» **DATA PROVIDED**
--------------------------------
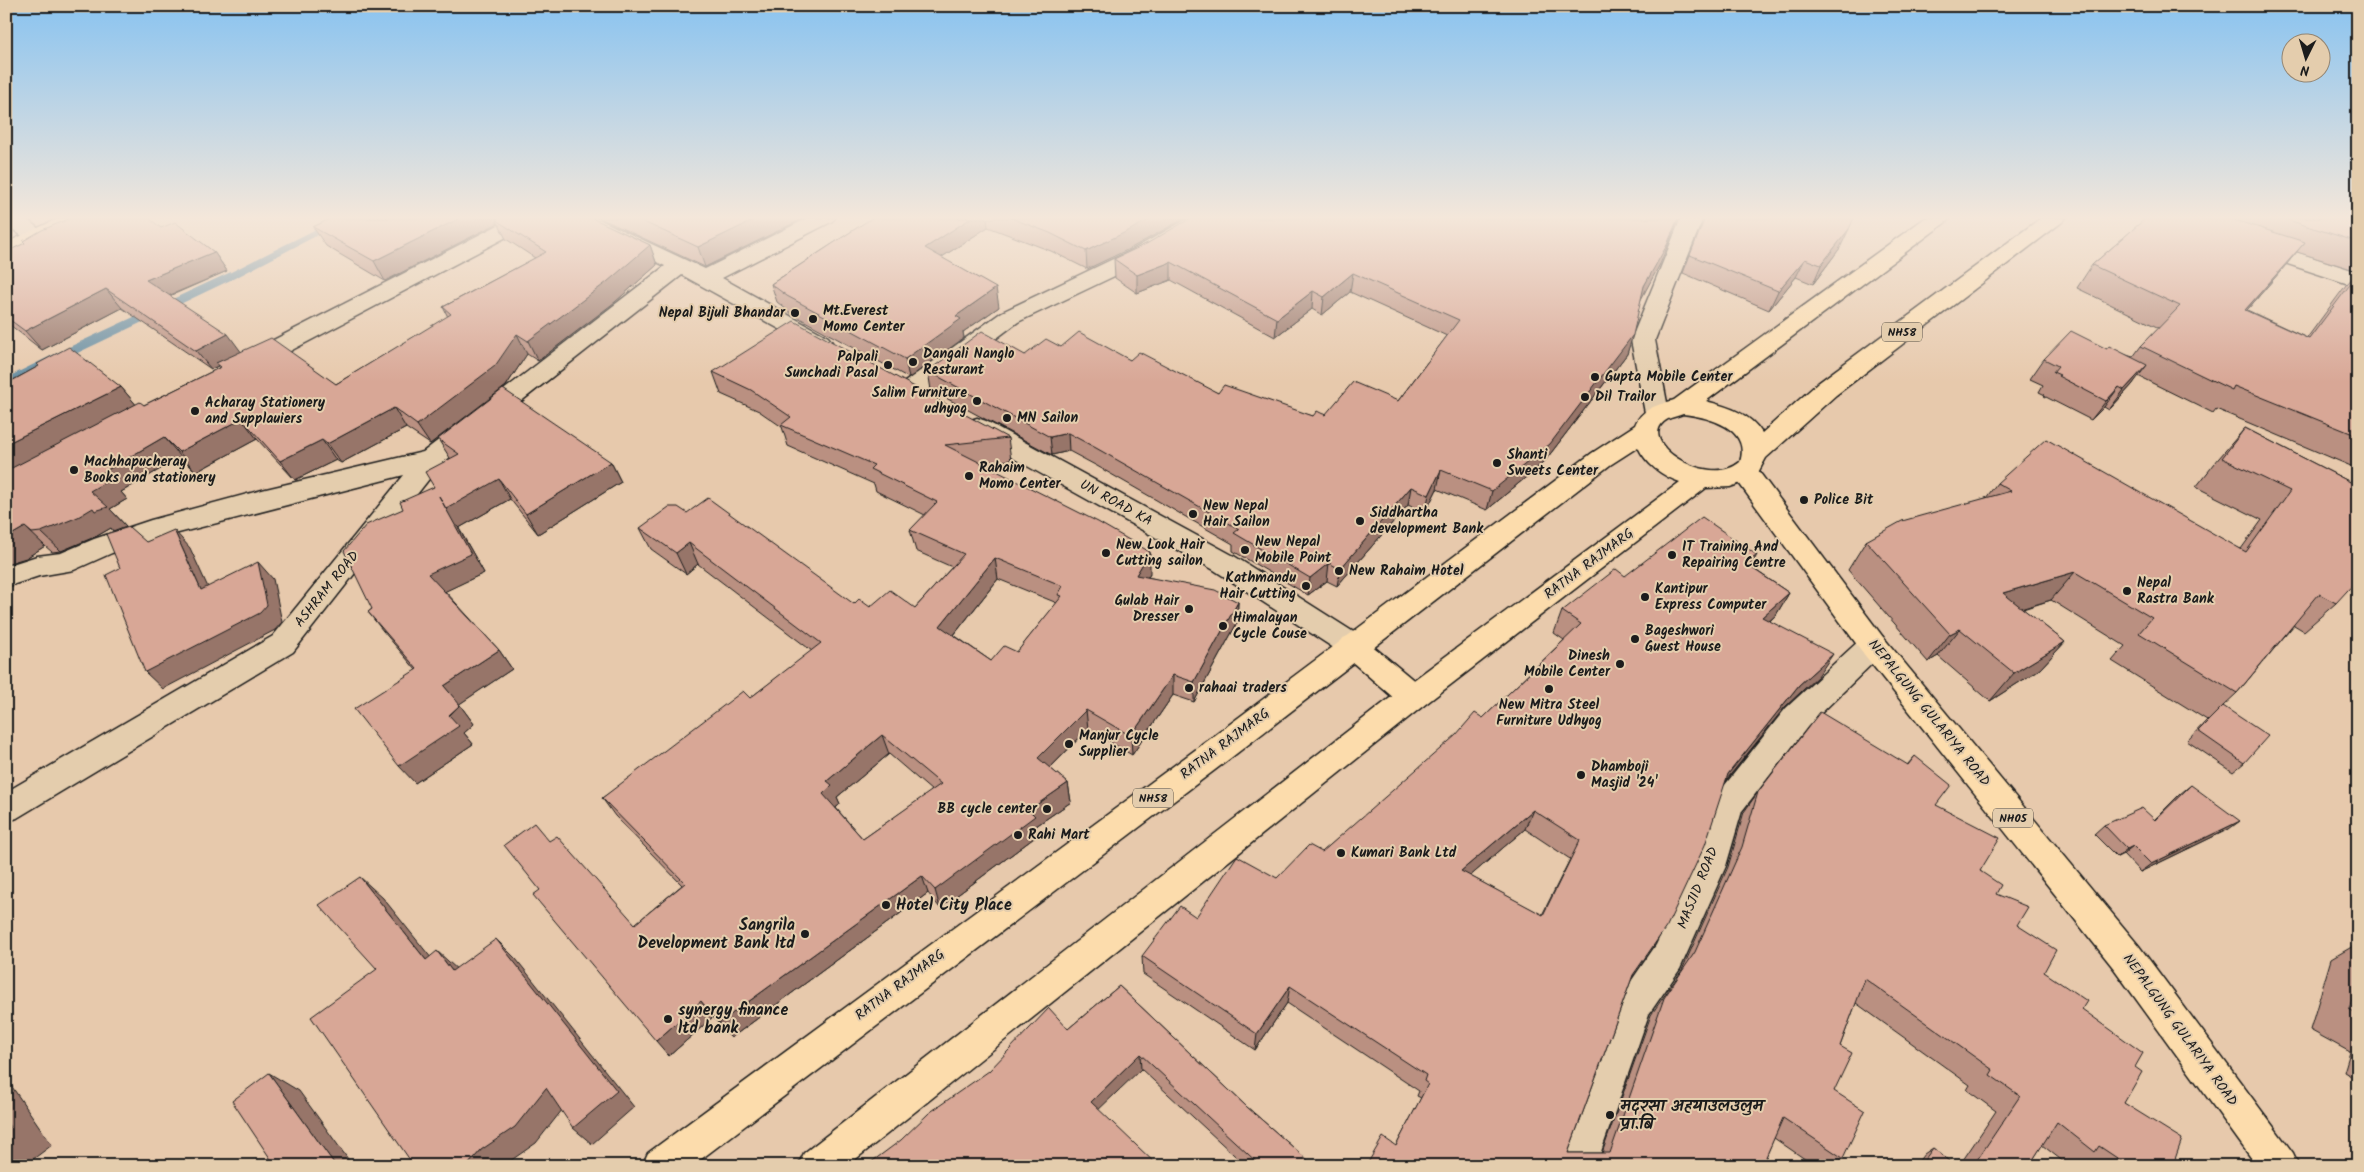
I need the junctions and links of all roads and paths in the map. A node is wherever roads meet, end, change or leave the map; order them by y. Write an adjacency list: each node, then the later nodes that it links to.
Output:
1 (422, 273): 13 (street)
2 (670, 273): 18 (street, ASHRAM ROAD)
3 (693, 273): 10 (street)
4 (716, 273): 10 (street)
5 (1103, 273): 14 (street)
6 (1670, 273): 17 (street)
7 (1865, 273): 15 (main road, RATNA RAJMARG / NH58)
8 (1982, 273): 19 (main road, NH58)
9 (2336, 273): 11 (street)
10 (703, 279): 12 (street)
11 (2358, 280)
12 (842, 353)
13 (229, 373)
14 (911, 390)
15 (1683, 406): 17 (main road, RATNA RAJMARG / NH58); 19 (main road, RATNA RAJMARG / NH58)
16 (954, 414): 23 (street, UN ROAD KA)
17 (1652, 422): 20 (main road, NH58); 23 (main road, RATNA RAJMARG / NH58)
18 (431, 459): 21 (street); 25 (street, ASHRAM ROAD)
19 (1750, 462): 20 (main road, NH58); 22 (main road, NEPALGUNG GULARIYA ROAD / NH05)
20 (1701, 479): 24 (main road, RATNA RAJMARG)
21 (6, 577)
22 (1873, 645): 28 (street, MASJID ROAD); 29 (main road, NEPALGUNG GULARIYA ROAD / NH05)
23 (1353, 646): 24 (main road); 26 (main road, RATNA RAJMARG / NH58)
24 (1413, 697): 27 (main road, RATNA RAJMARG)
25 (6, 808)
26 (660, 1166)
27 (817, 1166)
28 (1577, 1166)
29 (2280, 1166)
--------------------------------
» **YOUR ASSIGNMENT**
Pictures aside, reproduce all of the data exactly.

» **THE ANSWER**
I need the junctions and links of all roads and paths in the map. A node is wherever roads meet, end, change or leave the map; order them by y. Write an adjacency list: each node, then the later nodes that it links to.
Output:
1 (422, 273): 13 (street)
2 (670, 273): 18 (street, ASHRAM ROAD)
3 (693, 273): 10 (street)
4 (716, 273): 10 (street)
5 (1103, 273): 14 (street)
6 (1670, 273): 17 (street)
7 (1865, 273): 15 (main road, RATNA RAJMARG / NH58)
8 (1982, 273): 19 (main road, NH58)
9 (2336, 273): 11 (street)
10 (703, 279): 12 (street)
11 (2358, 280)
12 (842, 353)
13 (229, 373)
14 (911, 390)
15 (1683, 406): 17 (main road, RATNA RAJMARG / NH58); 19 (main road, RATNA RAJMARG / NH58)
16 (954, 414): 23 (street, UN ROAD KA)
17 (1652, 422): 20 (main road, NH58); 23 (main road, RATNA RAJMARG / NH58)
18 (431, 459): 21 (street); 25 (street, ASHRAM ROAD)
19 (1750, 462): 20 (main road, NH58); 22 (main road, NEPALGUNG GULARIYA ROAD / NH05)
20 (1701, 479): 24 (main road, RATNA RAJMARG)
21 (6, 577)
22 (1873, 645): 28 (street, MASJID ROAD); 29 (main road, NEPALGUNG GULARIYA ROAD / NH05)
23 (1353, 646): 24 (main road); 26 (main road, RATNA RAJMARG / NH58)
24 (1413, 697): 27 (main road, RATNA RAJMARG)
25 (6, 808)
26 (660, 1166)
27 (817, 1166)
28 (1577, 1166)
29 (2280, 1166)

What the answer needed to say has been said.